Morris and Griersdorf’s central thesis, that an existential and ‘amorphous’ (p. 2) warfare has now been ‘extend[ed] over foreign territori[es]’ (p. 6) in the aftermath of 9/11, is elaborated through 16 loosely arranged thematic chapters from a geographically expansive, yet nevertheless eclectic bricolage of Global North and South locations. Moving fluidly between the artistic and the political, the authors are united in their mutual recognition that ‘the way bodies move . . . says a great deal about how we think about bodies in general’ (p. 65). Many of the essays point to the instability of Empire on multiple scales given that its military might is grounded in, but equally relies upon, corporeal and affective registers of the body instrument – highly attuned in its technical proficiency, as much as its vulnerability. Burrill’s study is most notable in making these claims. The ‘virtual enlistment’ (p. 65) and training of prospective soldiers through the power geometries of military gameplay are both a means and process through which combatants become accommodated to the warscape. By seeing and sensing war through the soldier’s body, gameplay elicits a kinesthetic empathy connecting civilians with military communities; a probing analysis which extends beyond the mere ‘antagonistic binary of normative versus resistive’ (p. 11) often found in studies on violence and social justice.
For other contributors, the question of how choreography might intervene performatively in affective spaces of the political is more pertinent: Hellier-Tinoco’s analysis of moving bodies in the US/Mexico borderlands shows how the ephemerality of performance art enables an articulation of the ‘absurd, illogical’ and even ‘incomprehensible’ (p. 289) conditions of war that opens somesthetic practices of military operations to critical interrogation and subversion.

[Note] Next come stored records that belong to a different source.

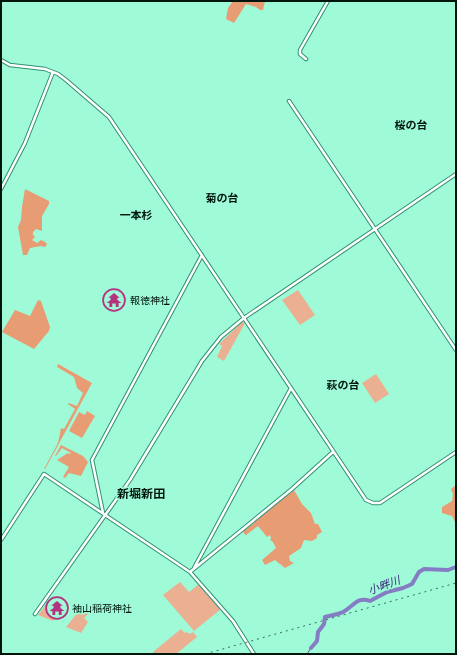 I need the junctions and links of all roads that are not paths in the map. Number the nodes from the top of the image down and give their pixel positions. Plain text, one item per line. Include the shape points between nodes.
1 (328, 1) edge
2 (306, 59) dead end
3 (1, 60) edge
4 (53, 72) junction
5 (289, 101) dead end
6 (456, 174) edge
7 (1, 189) edge
8 (374, 229) junction
9 (202, 255) junction
10 (244, 318) junction
11 (456, 350) edge
12 (291, 388) junction
13 (333, 452) junction
14 (456, 452) edge
15 (104, 514) junction
16 (1, 540) edge
17 (194, 568) junction
18 (190, 572) junction
19 (35, 614) dead end
20 (254, 654) edge

1 - 2 street via 300,50 300,54
3 - 4 street
4 - 7 street via 25,143
4 - 9 street via 109,117
5 - 8 street
6 - 8 street
8 - 10 street
8 - 11 street
9 - 10 street
9 - 15 street via 92,460
10 - 12 street
10 - 15 street via 221,337 202,361 130,480
12 - 13 street
12 - 17 street
13 - 14 street via 366,500 375,504
13 - 17 street via 292,489
15 - 16 street via 44,474
15 - 18 street
15 - 19 street
17 - 18 street
18 - 20 street via 233,621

In Rowe and Davies-Cordova’s essays, Palestinian and South African dance theatre productions ‘Access Denied’ and ‘Every Year, Every Day I am Walking’, respectively, are used to depict the fast and slow choreographing of socio-spatial erasure inherent in the (neo)colonial project. By manipulating the theatre-space to reflect ‘asymmetries of power’ (p. 87), the authors bring the kinesthetic essence of these visceral, yet highly fragmented ‘collage[s] of moments under occupation’ (p. 27) into comparative relief with the architectural environments under study. The point which the authors make is both subtle and convincing: in a context where movement presents as an everyday ordeal and where life is rendered an ungrievable and de-corporealized grid on a map, cultural creation becomes a necessary survival mechanism, not only for enabling decimated sites to persist through bodily memory and cultural transmission, but also for enabling subjects to perform aspects of their own humanity.

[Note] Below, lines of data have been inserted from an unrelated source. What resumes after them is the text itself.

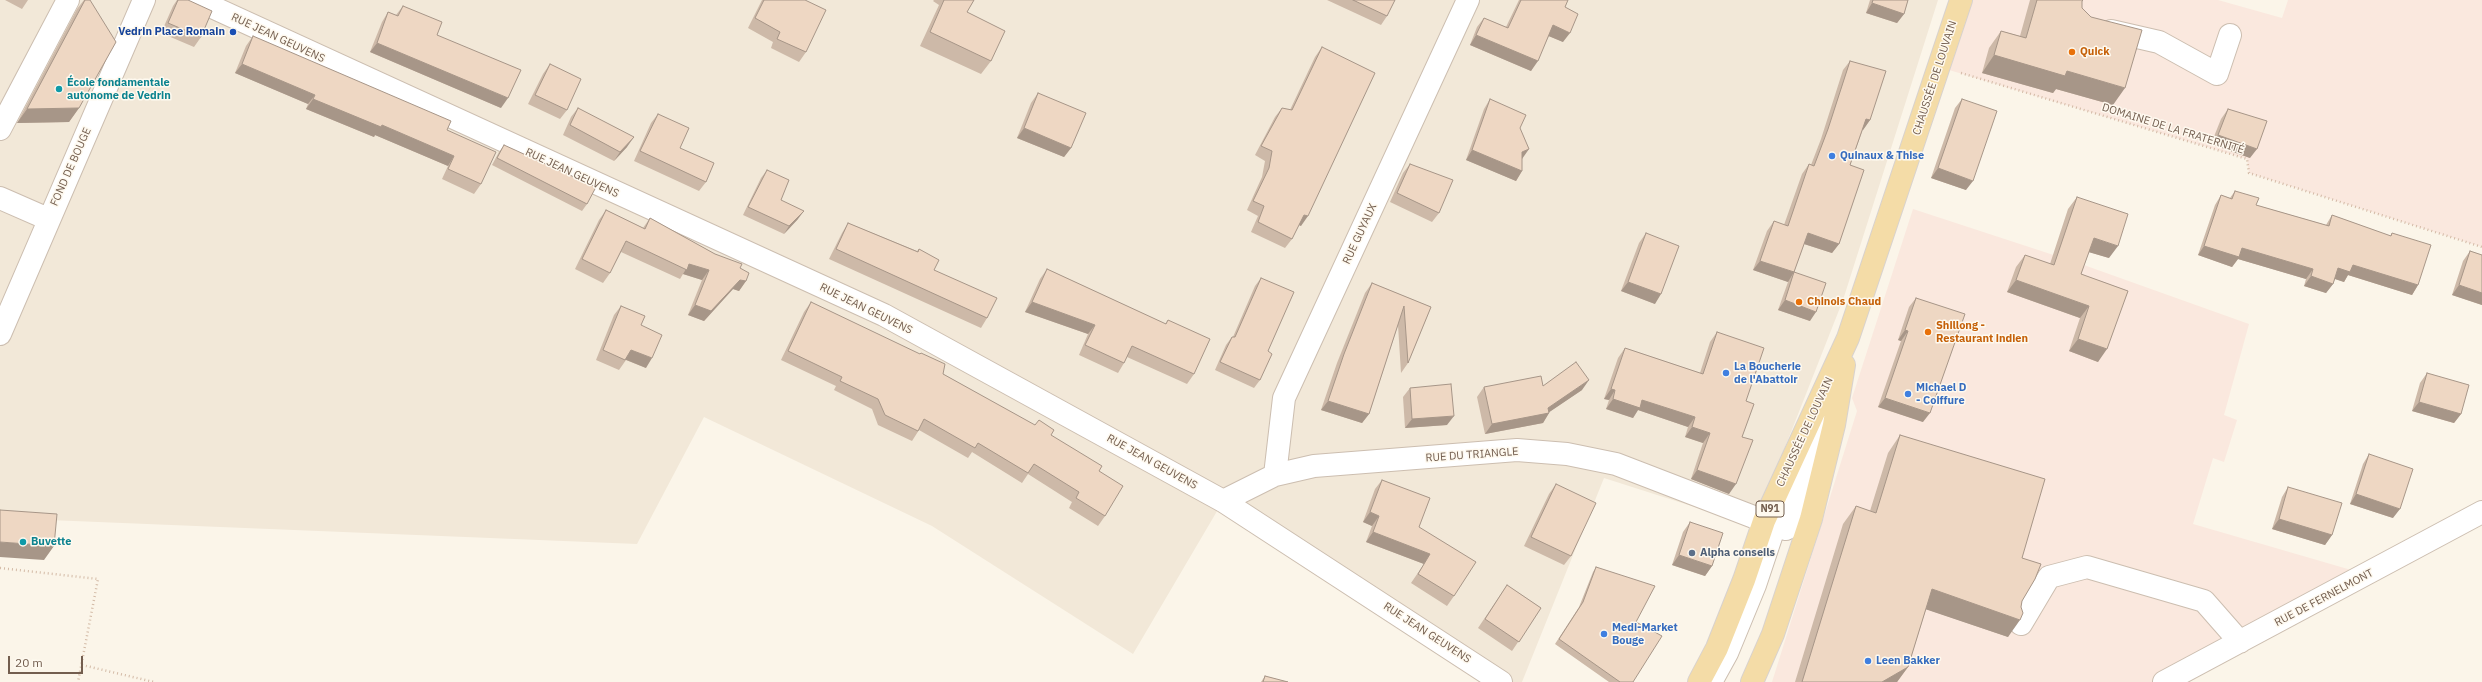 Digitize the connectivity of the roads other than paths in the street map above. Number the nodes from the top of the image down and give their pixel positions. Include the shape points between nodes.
1 (68, 0) edge
2 (144, 0) edge
3 (197, 0) edge
4 (1468, 0) edge
5 (1961, 0) edge
6 (2094, 26) edge
7 (2230, 35) dead end
8 (0, 129) edge
9 (0, 198) edge
10 (48, 219) junction
11 (0, 334) edge
12 (1848, 338) junction
13 (1275, 475) junction
14 (1223, 501) junction
15 (2482, 512) edge
16 (1764, 522) junction
17 (2021, 624) edge
18 (2240, 642) junction
19 (1501, 682) edge
20 (1699, 682) edge
21 (1711, 682) edge
22 (1723, 682) edge
23 (1752, 682) edge
24 (2164, 682) edge

1 - 8 street
2 - 10 street, FOND DE BOUGE
3 - 14 street, RUE JEAN GEUVENS via 884,315
4 - 13 street, RUE GUYAUX via 1284,398
5 - 12 main road, CHAUSSÉE DE LOUVAIN / N91
6 - 7 street via 2159,42 2217,74
9 - 10 street
10 - 11 street, FOND DE BOUGE
12 - 16 main road, CHAUSSÉE DE LOUVAIN / N91
12 - 21 street, CHAUSSÉE DE LOUVAIN via 1780,510 1755,585 1727,653
12 - 22 street via 1766,589 1736,659
12 - 23 main road, CHAUSSÉE DE LOUVAIN / N91 via 1834,425 1811,519 1773,634
13 - 14 street, RUE DU TRIANGLE
13 - 16 street, RUE DU TRIANGLE via 1314,466 1517,450 1566,454 1616,464
14 - 19 street, RUE JEAN GEUVENS
15 - 18 street, RUE DE FERNELMONT
16 - 20 main road, CHAUSSÉE DE LOUVAIN / N91 via 1728,621
17 - 18 street via 2048,577 2087,566 2204,601
18 - 24 street, RUE DE FERNELMONT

Another contribution which chimes with a trajectory of research in cultural geography is Osterweis’s concept of a ‘geo-choreography’ which designates ‘the re-ordering of the [postcolonial] urban landscape choreographically without colonizing it’ (p. 269). In this seductive vision of counter-cartographic power, choreography emerges as an ‘event’ where kinesthesia and the landscape collide to not only curate and shape new space–times of the urban field but rather attend to violent traces and memories in the landscape to enable more ethically just and self-sustaining futures. If the anthology deserves any criticism however, it is in this continual slippage between choreography as metaphor and practice, such that the ‘more than representational’ cognitive processes integral to dance are, at times, regrettably lost.

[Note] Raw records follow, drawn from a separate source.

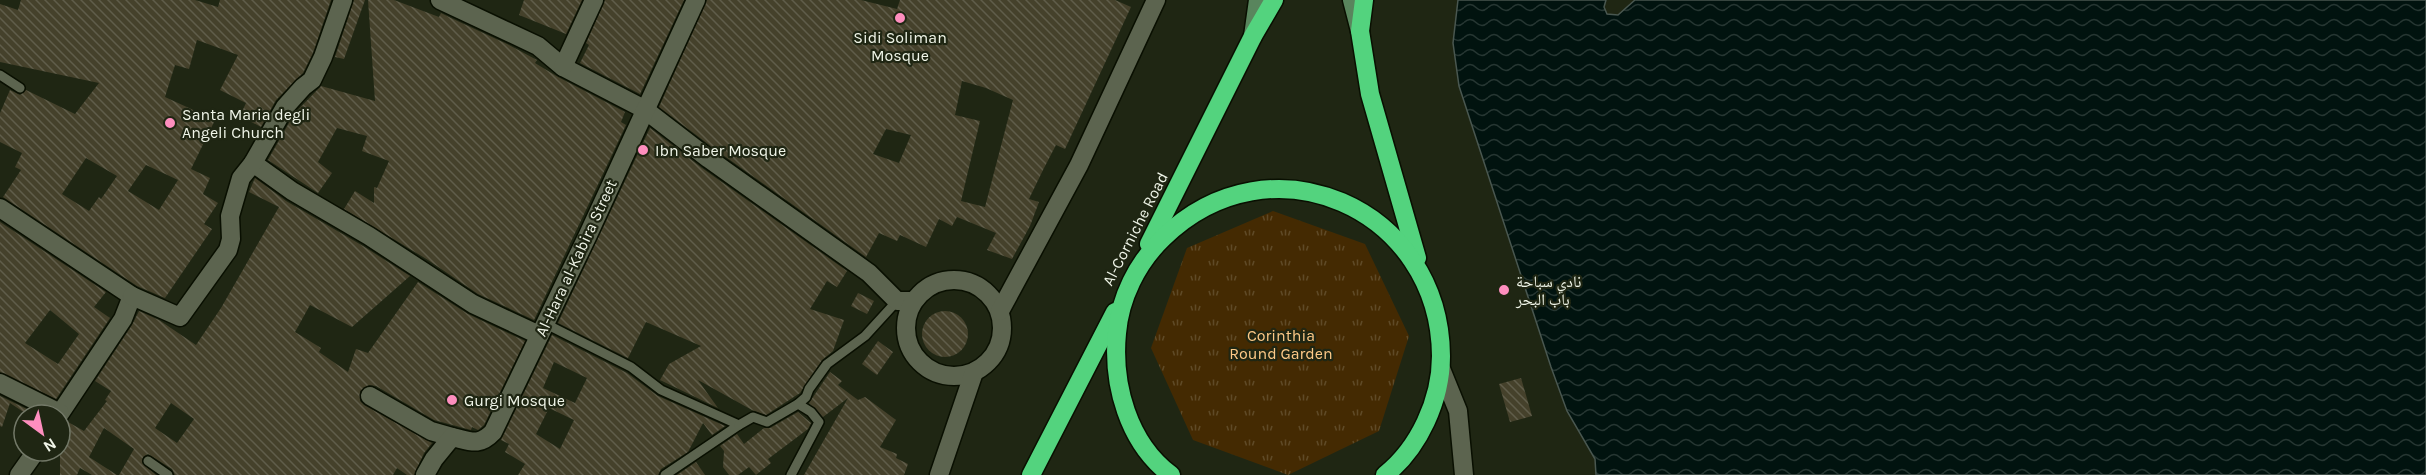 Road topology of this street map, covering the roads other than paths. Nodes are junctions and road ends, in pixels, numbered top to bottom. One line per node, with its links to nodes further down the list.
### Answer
1 (343, 0): 16 (street)
2 (440, 0): 12 (street)
3 (594, 0): 12 (street)
4 (696, 0): 15 (street, Al-Hara al-Kabira Street)
5 (1156, 0): 22 (street)
6 (1258, 0): 11 (street)
7 (1274, 0): 11 (highway, Al-Corniche Road)
8 (1352, 0): 10 (street)
9 (1364, 0): 10 (highway)
10 (1360, 31): 18 (highway)
11 (1253, 36): 19 (highway, Al-Corniche Road)
12 (563, 67): 15 (street)
13 (0, 75): 14 (lane)
14 (20, 88)
15 (644, 109): 21 (street); 23 (street, Al-Hara al-Kabira Street)
16 (253, 163): 20 (street); 23 (street)
17 (0, 208): 20 (street)
18 (1419, 269): 19 (highway); 24 (highway)
19 (1132, 278): 39 (highway, Al-Corniche Road); 40 (highway)
20 (132, 296): 29 (street)
21 (906, 301): 22 (street); 25 (street); 30 (lane)
22 (1000, 311): 25 (street)
23 (541, 329): 31 (lane); 32 (street, Al-Hara al-Kabira Street)
24 (1441, 369): 41 (highway); 42 (street)
25 (974, 372): 38 (street)
26 (0, 383): 28 (street)
27 (370, 396): 32 (street, Al-Hara al-Kabira Street)
28 (38, 403)
29 (66, 403)
30 (798, 404): 31 (lane); 37 (lane)
31 (739, 425): 36 (lane)
32 (452, 437): 35 (street)
33 (148, 461): 34 (lane)
34 (168, 475)
35 (425, 475)
36 (665, 475)
37 (791, 475)
38 (939, 475)
39 (1031, 475)
40 (1171, 475)
41 (1385, 475)
42 (1464, 475)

Despite this, Morris and Griersdorf do justice in weaving a web of sensibility and intelligibility that privileges the constitution of a new transformative haptic and somatic geopolitics, one which, to follow Gregory 2 and others, may provide us with situated practices and affective experiences rather than tautological narratives to belie the violent shroud that cloths our contemporary geopolitical moment.